7. DISCUSSION AND CONCLUSIONS

The palynological and paleobotanical evidence from Neogene deposits of Amazonia and the Brazilian Northeast all do coincide on humid tropical conditions. However, data from the arid regions with Caatinga vegetation are rare and in this respect the locality of Nova Iorque (nr. 14 in Figure 4) is of particular interest. The plant fossils from this location indicate that during the Pliocene an Atlantic forest type existed in an area currently populated by Caatinga. To get a grasp on the origin of this ecosystem we make inferences based on regional and global Cenozoic change.

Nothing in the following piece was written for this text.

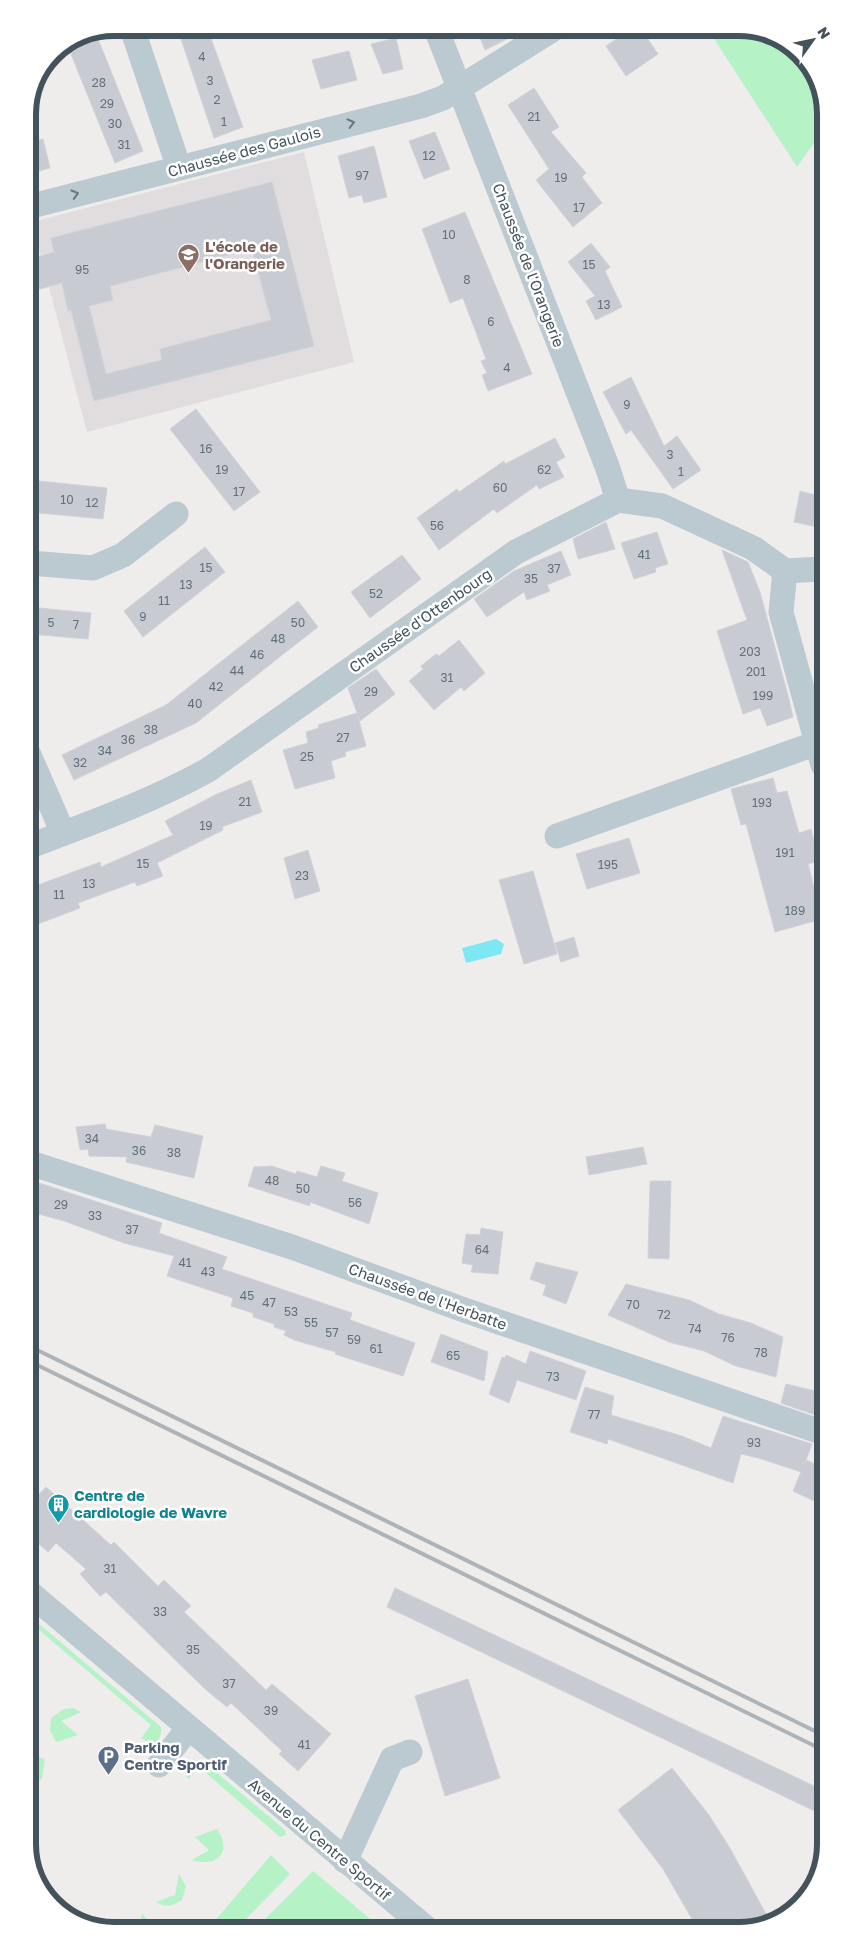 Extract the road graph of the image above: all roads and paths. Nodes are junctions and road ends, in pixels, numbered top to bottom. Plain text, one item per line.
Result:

The present climatic configuration of Amazonia and the Brazilian northeast dates back to the Oligocene and Miocene after continental drift caused a disjunction between Antarctica, Australia and South America leading to the geographical isolation of the Antarctic continent around 40 Ma. A circum-Antarctic Current developed causing also a thermic isolation of Antarctica, which led to the buildup of the Antarctic ice sheet (Bearman & Colling, 2002; but also see Dalziel et al. 2013). Cold waters were transported towards the equator along the western sides of the African continent (Benguela Current) and the South American continent (Humboldt Current). The cold offshore waters caused desert environments in the coastal areas: the Namib Desert and the Atacama Desert, respectively. These deserts are as old as the offshore cold ocean currents itself and this interconnected ocean-terrestrial system is characterized by a long stability, leading in the Namib Desert to geologically conserved endemics such as Welwitschia (Barnard, 1998).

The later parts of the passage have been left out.